野次馬たちがやいのやいのと騒ぎ立てて、盛り上がり具合がさらに高まっていく。
みんな死ぬほどお酒を飲んでいるのもあり、熱気が凄かった。
「グヌヌヌヌヌヌッ!」
「うぉおおおおぉお!」
互いの腕は一切動かない。
まるで一緒くたに石にでもなったかのように、その勝負は拮抗していた。
そのとき、ビーガルの背後から声が聞こえる。
「ビーガル、負けたら一週間夕飯抜きですからね」
その声はビーガルの妻だった。
大声ではなかったものの、その声はやけに響く。
それを聞いた瞬間、ビーガルが一気に押し始めた。
「グッ……! グアァアァアアアアア!」
そして、最終的にダラスクの手の甲が丸太につき、勝敗が喫した。
「はあ……はあ……。俺の負けか……」
「そうだな! お前の敗因は、結婚をしなかったことだな!」
落ち込んだ様子のダラスクと、勝ち誇っているビーガル。
ビーガルの勝因が結婚して尻に敷かれていたことだなんて、世の中なかなか不条理なものだと思った。
「だが! 俺には分かったぜ! ダラスク、お前、俺の夕飯を心配して、一瞬気を抜いただろ!」
「……ちっ、バレてたか」
「ふっ……。だがまあ、それはお前の気の緩みだ。勝利は譲らないぜ?」
悔しそうにするダラスクに、ビーガルは容赦なくそう言った。
しかもなぜかハードボイルドでニヒルな笑みを浮かべている。
「……ビーガル。それは漢としてどうなのでしょう? 正々堂々の勝負を放り出すなんて」
だが、ビーガルの背後から冷たい声がかかる。
また彼の妻だ。
その言葉にビーガルの表情は一瞬にして凍り付いた。
「え、ええと……それでも勝ちは勝ちだし……」
だんだん声が小さくなっていくビーガル。
最終的には蚊の鳴くような声よりも、さらに小さくなっていた。
「はあ……。

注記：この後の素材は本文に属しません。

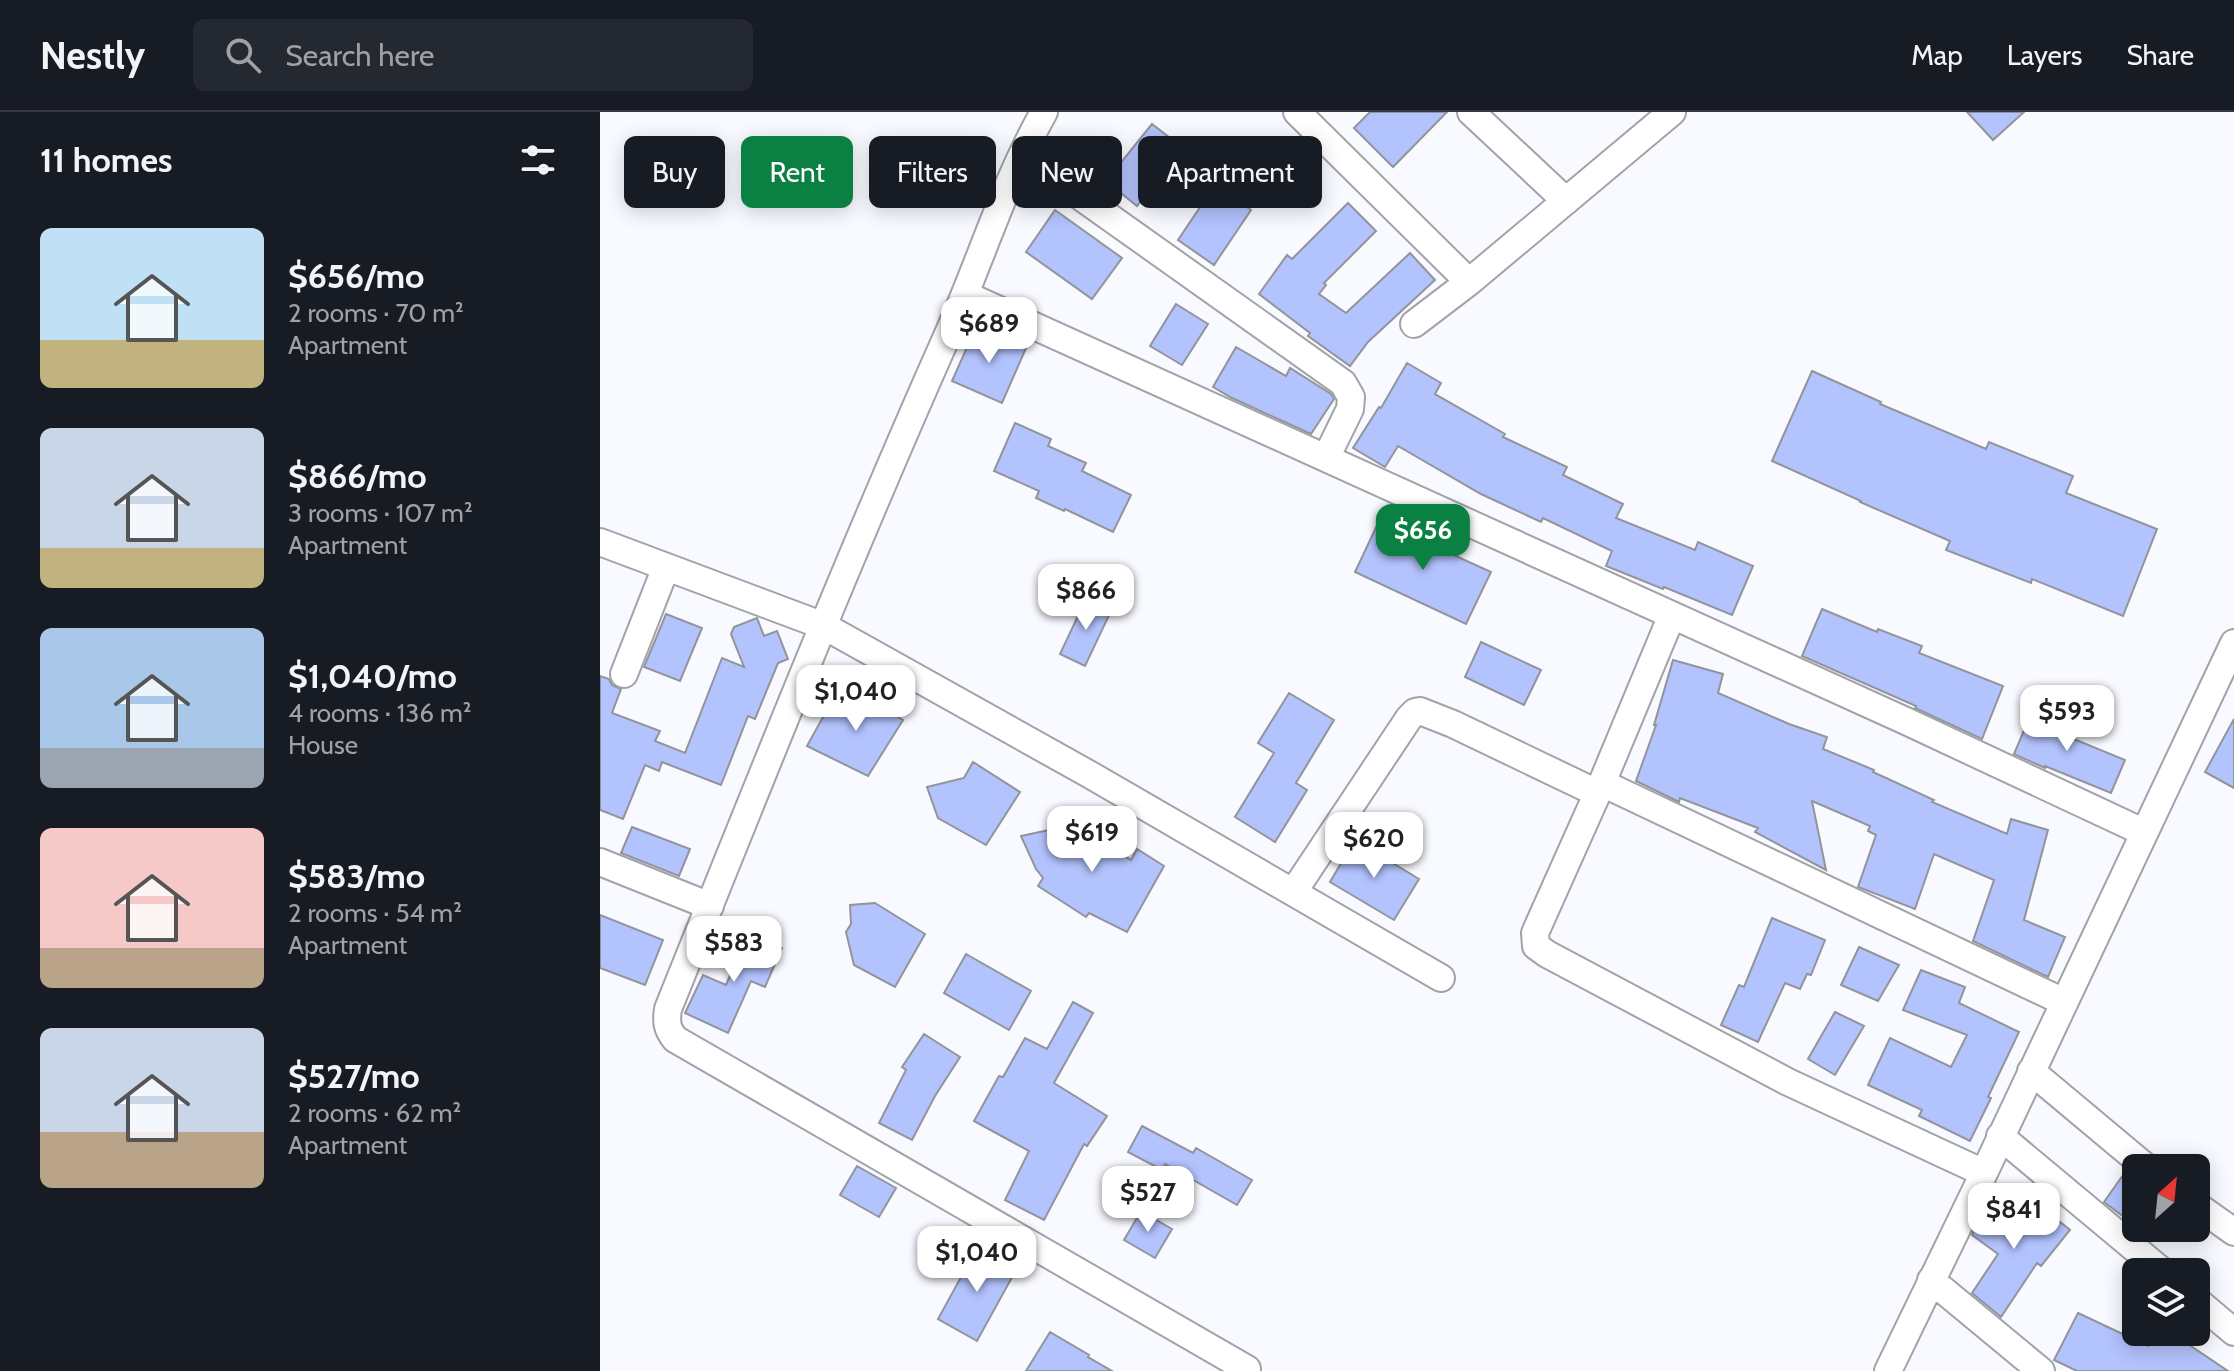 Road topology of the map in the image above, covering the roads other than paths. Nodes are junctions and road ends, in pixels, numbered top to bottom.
1 (1044, 112) edge
2 (1297, 112) edge
3 (1471, 112) edge
4 (1672, 112) edge
5 (1032, 136) edge
6 (1012, 178) edge
7 (1566, 201) junction
8 (1097, 208) edge
9 (1469, 282) junction
10 (966, 295) junction
11 (1414, 324) dead end
12 (1326, 458) junction
13 (600, 542) edge
14 (666, 567) junction
15 (1672, 615) junction
16 (824, 626) junction
17 (2234, 644) edge
18 (624, 674) dead end
19 (1600, 788) junction
20 (2143, 832) junction
21 (600, 862) edge
22 (1294, 891) junction
23 (710, 906) junction
24 (1441, 978) dead end
25 (2064, 1002) junction
26 (2031, 1071) junction
27 (2000, 1136) junction
28 (2130, 1154) edge
29 (1984, 1173) junction
30 (2210, 1215) edge
31 (2234, 1232) edge
32 (2146, 1258) edge
33 (1931, 1280) junction
34 (2210, 1312) edge
35 (2234, 1332) edge
36 (1247, 1369) edge
37 (1888, 1371) edge
38 (2041, 1371) edge

1 - 5 street
2 - 9 street
3 - 7 street
4 - 7 street
6 - 10 street
7 - 9 street
8 - 12 street
9 - 11 street
10 - 12 street
10 - 16 street
12 - 15 street
13 - 14 street
14 - 16 street
14 - 18 street
15 - 19 street
15 - 20 street
16 - 22 street
16 - 23 street
17 - 20 street
19 - 22 street
19 - 25 street
19 - 29 street
20 - 25 street
21 - 23 street
22 - 24 street
23 - 36 street
25 - 26 street
26 - 27 street
26 - 28 street
27 - 29 street
27 - 32 street
29 - 33 street
30 - 31 street
33 - 37 street
33 - 38 street
34 - 35 street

これで勝った気でいるのはダラスクに申し訳が立たないでしょう。やはり夕飯抜きです」
「なっ……!? そもそもと言えば、夕飯抜きだなんて声をかけられたのが原因——「何か?」
空気が凍った。
「いえ、何でもありません」
ビーガルは落ち込んだように肩を落とした。
なんか、結構不憫なことになってないか……?
そう思ったが、ここでビーガルに加勢する勇気なんてなく。
しばらくの間、ビーガルの周囲だけドヨンとした空気が流れているのだった。
これって……試合にはビーガルが勝ったけど勝負にはダラスクが勝った、ってやつなのだろうか……?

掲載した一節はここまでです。